Bharti Airtel, India's largest mobile operator by subscribers and revenue, has posted a 78-per cent fall in fourth-quarter net profit, at Rs82.9 crore impacted by the massive fall in revenues following the intense price war.
Bharti Airtel reported a net profit of Rs373.40 crore in the similar quarter of the previous financial year. This is in line with the trend that has been seen in the past year. Last quarter (Q3FY18) also saw a plunge in profit by 39 per cent to Rs305.8 crore.
This is the eighth straight quarter drop for the New Delhi-based company.
The one redeeming feature for Bharti Airtel is a manifold increase in profits from its Africa operations where it reported a net profit of Rs698.7 crore for the quarter ended March 2018 against Rs26.3 crore a year ago.
The Sunil Mittal-led mobile carrier’s Africa revenue climbed 1.5 per cent to Rs4,971.3 crore in the three month period from Rs4,840.7 crore a year earlier helped by currency stabilisation across most countries.
The fourth quarter profit makes it the first full year for African operations showing profit for Airtel, a complete turnaround from previous years where the operations showed consistent and mounting losses.
Bharti Airtel posted a net income of Rs83 crore during the quarter ended 31 March 2018, compared with a Rs373 crore posted during the same period a year ago. The telecom service provider had posted a net profit of Rs306 crore in the sequential (third quarter), Airtel said in a statement.

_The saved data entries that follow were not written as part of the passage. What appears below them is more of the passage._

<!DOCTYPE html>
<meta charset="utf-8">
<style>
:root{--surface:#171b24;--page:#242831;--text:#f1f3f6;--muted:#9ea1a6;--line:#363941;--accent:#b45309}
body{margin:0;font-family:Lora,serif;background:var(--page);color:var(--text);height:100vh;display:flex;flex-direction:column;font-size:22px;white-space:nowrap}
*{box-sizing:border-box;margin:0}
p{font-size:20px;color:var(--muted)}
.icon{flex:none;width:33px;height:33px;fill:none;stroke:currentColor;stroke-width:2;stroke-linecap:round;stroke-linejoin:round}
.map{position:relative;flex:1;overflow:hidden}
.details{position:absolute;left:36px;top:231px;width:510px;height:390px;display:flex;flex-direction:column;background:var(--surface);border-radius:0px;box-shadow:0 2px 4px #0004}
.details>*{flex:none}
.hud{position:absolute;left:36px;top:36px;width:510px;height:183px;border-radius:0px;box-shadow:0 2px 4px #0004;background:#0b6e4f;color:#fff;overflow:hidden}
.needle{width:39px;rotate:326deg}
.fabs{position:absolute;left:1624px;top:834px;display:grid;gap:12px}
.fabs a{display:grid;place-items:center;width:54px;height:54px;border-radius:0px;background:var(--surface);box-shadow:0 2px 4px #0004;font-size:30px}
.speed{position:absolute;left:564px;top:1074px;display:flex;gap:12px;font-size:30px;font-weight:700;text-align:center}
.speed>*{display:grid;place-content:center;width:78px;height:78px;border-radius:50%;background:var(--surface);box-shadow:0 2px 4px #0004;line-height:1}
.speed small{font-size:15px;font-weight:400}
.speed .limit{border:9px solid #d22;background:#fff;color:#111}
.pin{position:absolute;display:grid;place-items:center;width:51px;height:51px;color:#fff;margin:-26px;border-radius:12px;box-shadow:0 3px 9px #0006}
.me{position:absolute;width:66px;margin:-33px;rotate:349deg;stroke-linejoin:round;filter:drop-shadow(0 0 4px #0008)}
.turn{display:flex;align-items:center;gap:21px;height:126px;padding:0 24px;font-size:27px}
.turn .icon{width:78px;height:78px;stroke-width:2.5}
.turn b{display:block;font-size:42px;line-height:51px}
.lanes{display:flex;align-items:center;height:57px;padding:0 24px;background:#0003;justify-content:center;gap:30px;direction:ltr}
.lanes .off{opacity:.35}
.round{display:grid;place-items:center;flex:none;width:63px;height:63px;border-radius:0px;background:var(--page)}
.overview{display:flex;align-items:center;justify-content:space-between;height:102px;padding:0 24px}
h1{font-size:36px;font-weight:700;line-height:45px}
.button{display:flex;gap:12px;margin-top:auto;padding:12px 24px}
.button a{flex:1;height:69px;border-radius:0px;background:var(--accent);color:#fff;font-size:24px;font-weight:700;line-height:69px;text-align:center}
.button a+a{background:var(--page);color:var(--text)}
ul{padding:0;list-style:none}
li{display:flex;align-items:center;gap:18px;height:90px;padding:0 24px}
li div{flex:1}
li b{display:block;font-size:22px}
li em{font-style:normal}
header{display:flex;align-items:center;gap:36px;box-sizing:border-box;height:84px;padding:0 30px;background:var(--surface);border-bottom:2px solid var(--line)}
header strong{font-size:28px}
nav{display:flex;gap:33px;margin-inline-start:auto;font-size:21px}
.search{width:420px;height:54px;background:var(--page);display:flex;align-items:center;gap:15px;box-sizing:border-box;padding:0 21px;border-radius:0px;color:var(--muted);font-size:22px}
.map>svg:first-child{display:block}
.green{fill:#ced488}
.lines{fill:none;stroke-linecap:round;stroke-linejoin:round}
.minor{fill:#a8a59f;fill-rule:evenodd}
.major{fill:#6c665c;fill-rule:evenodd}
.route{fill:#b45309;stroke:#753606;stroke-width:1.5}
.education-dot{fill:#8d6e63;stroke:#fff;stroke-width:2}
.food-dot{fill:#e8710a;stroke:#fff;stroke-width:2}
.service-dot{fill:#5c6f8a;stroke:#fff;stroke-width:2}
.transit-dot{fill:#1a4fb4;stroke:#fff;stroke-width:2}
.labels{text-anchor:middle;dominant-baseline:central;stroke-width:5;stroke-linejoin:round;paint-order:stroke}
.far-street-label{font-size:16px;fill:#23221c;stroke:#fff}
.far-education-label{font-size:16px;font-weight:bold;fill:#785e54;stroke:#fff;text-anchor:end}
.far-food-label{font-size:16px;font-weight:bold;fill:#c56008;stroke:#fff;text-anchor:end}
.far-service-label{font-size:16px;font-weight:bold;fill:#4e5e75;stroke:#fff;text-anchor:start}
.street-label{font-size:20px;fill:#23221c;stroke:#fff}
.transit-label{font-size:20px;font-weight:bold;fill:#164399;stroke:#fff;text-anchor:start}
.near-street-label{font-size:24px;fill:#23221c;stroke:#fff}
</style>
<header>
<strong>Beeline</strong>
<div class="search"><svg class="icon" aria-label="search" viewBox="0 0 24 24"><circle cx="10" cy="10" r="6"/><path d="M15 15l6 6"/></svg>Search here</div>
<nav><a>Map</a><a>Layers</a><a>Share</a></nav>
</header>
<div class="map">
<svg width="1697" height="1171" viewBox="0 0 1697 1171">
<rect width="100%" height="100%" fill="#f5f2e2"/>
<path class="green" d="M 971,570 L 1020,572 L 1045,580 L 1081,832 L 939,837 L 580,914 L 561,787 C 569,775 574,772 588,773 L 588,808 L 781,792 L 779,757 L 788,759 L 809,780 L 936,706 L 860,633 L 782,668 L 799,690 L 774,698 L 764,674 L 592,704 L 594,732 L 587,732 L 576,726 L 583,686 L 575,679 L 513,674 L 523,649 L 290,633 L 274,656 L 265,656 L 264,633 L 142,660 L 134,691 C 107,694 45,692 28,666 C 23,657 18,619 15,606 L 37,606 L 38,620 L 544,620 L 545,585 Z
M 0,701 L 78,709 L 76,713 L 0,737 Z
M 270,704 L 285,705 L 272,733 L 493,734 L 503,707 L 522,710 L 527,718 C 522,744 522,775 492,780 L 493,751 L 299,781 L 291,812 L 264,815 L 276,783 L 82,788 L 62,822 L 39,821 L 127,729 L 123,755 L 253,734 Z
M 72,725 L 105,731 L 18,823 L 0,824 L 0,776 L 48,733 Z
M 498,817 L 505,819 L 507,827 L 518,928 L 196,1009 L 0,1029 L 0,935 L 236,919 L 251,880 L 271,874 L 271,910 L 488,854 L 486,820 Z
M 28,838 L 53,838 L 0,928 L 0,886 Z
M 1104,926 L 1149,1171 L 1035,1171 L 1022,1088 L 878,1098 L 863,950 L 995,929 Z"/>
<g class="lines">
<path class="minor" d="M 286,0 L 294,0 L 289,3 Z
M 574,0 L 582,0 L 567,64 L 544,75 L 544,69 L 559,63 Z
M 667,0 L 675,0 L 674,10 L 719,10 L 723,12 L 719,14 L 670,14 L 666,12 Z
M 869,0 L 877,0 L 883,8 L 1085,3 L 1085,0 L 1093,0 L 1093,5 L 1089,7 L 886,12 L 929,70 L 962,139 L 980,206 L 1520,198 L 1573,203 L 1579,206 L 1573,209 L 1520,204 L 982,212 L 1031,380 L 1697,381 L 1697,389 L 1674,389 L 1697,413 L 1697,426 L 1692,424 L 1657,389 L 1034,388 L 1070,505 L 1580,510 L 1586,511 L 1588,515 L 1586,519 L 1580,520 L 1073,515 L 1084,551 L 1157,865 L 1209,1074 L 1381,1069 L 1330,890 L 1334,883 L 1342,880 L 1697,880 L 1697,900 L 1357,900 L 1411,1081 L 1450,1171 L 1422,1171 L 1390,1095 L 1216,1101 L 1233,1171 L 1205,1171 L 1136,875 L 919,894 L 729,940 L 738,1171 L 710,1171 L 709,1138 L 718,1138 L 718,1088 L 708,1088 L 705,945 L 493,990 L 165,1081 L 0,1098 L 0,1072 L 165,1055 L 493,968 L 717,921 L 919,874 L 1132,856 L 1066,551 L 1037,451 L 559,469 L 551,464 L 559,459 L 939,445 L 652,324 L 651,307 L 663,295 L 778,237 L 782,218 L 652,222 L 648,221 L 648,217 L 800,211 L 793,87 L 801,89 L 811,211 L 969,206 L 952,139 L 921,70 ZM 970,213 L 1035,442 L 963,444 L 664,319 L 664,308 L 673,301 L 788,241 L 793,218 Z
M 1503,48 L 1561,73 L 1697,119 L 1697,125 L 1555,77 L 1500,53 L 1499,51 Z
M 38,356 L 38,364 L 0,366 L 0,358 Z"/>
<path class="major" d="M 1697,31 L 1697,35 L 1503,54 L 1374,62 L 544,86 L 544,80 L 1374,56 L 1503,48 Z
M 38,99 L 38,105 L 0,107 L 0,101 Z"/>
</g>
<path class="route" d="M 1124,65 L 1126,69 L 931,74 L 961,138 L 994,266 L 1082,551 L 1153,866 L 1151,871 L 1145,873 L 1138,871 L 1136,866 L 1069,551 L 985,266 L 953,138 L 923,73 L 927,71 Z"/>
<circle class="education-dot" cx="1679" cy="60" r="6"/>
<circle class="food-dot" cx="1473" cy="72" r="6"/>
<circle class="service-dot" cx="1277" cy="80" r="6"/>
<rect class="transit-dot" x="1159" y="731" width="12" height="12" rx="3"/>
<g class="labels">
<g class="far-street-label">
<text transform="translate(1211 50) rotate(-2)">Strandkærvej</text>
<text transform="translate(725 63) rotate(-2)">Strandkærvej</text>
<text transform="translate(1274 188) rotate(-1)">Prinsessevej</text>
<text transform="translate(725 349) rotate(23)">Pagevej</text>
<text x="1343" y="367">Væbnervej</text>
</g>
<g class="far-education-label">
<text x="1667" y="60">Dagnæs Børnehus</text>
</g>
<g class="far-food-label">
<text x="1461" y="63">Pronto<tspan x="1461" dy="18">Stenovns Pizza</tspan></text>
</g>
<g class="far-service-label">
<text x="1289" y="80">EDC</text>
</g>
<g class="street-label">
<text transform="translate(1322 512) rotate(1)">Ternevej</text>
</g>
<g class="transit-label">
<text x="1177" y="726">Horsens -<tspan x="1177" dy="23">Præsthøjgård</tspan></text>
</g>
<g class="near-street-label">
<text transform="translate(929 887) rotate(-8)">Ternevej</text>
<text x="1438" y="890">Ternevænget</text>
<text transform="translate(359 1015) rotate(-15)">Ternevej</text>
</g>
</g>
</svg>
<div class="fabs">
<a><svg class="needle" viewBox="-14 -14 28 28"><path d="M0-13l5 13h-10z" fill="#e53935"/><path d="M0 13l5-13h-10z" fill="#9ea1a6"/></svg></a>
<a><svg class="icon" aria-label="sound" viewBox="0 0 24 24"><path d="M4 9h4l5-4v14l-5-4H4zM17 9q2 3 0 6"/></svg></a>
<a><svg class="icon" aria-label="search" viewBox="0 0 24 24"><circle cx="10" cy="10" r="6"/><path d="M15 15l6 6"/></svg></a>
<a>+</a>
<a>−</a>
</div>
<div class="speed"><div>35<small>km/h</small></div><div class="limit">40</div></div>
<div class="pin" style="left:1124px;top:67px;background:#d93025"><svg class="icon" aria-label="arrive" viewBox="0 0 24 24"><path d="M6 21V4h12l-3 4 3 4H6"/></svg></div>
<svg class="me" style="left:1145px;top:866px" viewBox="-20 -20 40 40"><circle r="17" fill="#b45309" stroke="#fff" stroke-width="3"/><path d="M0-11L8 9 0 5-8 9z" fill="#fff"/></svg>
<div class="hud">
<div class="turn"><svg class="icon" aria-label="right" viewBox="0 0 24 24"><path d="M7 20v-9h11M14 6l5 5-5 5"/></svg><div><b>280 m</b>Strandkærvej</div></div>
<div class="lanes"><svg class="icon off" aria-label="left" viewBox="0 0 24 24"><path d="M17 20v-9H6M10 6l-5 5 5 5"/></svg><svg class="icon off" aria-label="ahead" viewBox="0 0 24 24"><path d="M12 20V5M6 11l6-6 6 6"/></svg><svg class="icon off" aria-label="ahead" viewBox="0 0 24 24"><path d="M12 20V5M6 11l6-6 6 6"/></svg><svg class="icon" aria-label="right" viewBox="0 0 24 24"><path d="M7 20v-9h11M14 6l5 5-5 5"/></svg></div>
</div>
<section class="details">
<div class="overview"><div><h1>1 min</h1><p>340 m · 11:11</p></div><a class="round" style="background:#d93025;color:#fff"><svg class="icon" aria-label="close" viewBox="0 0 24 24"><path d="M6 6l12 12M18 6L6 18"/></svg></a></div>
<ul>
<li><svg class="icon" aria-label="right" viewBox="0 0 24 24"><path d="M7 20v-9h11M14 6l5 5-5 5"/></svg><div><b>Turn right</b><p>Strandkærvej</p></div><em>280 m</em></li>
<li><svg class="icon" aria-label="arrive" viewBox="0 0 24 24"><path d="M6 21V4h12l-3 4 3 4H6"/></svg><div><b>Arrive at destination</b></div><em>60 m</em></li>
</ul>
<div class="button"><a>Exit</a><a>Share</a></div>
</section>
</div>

Gopal Vittal, MD and CEO, India & South Asia for Airtel spoke of the causes, “The telecom industry continues to witness below cost, artificially suppressed pricing. Industry revenues were further adversely impacted this quarter due to the reduction in International termination rates.”
The company's consolidated total revenues fell 5.4 per cent on a year-on-year basis to Rs19,634 crore, while mobile data traffic grew to 1,616 billion MBs in the quarter. The company's overall customer base grew 12 per cent to 413.8 million across 16 countries, excluding divested units.
India revenues for the quarter fell 7.5 per cent to Rs 14,796 crore, primarily impacted by mobile business drop of 13.5 per cent. India other business have posted 10.7 per cent growth in Digital TV and 11.2 per cent in Airtel Business on an underlying basis.
Mobile data traffic has grown more than six times to 1,540 billion MBs in the quarter as compared to 225 billion MBs in the corresponding quarter last year. Mobile broadband customers increased by 79.3 per cent to 76.6 million from 42.7 million in the corresponding quarter last year.
In constant currency terms, Africa revenues grew by 10.7 per cent led by strong growth in data and Airtel money transaction value. Mobile data traffic has grown by 88 per cent to 70 billion MBs in the quarter as compared to 37 billion MBs in the corresponding quarter last year.
“The telecom industry continues to witness below cost, artificially suppressed pricing. Industry revenues were further adversely impacted this quarter due to the reduction in International termination rates. Airtel continued to consolidate its leadership position this quarter," Gopal Vittal, MD and CEO, India & South Asia, said.
"Our strategic investments in data capacities, innovative digital content through Airtel TV, customer friendly bundles and upgrade programs led to the highest ever mobile data customer additions of 15 million during the quarter. Usage parameters remained robust– on a YOY basis, we saw data and voice traffic grow 584 per cent and 55 per cent, respectively," he added.
The company ended the financial year with the highest-ever capital expenditure of Rs 24,000 crore.
For the full year ended 31 March 2018, Airtel net profit fell 71.1 per cent to Rs1,099 crore from the same period a year ago. The operator's consolidated total revenues fell 9.8 per cent to Rs83,688 crore, while consolidated EBITDA fell 14.5 to Rs30,448 crore.
The company’s consolidated net debt rose to Rs95,228 crore from Rs91,714 crore in the previous quarter. Net debt to EBITDA ratio (LTM) for the quarter was 3.23 times.
Airtel said lower EBITDA along with rising spectrum costs and continued investments in India have resulted in deterioration of return on capital employed (ROCE) to 4.7 per cent from 6.5 per cent in the previous year.
The company declared a final dividend of Rs2.5 per share (face value of Rs5 per share) for the financial year ended 31 March 2018. Together with the interim dividend of Rs2.84 per share, total dividend for the year comes to Rs5.34 per share, which is entirely a pass through of dividend from the subsidiaries.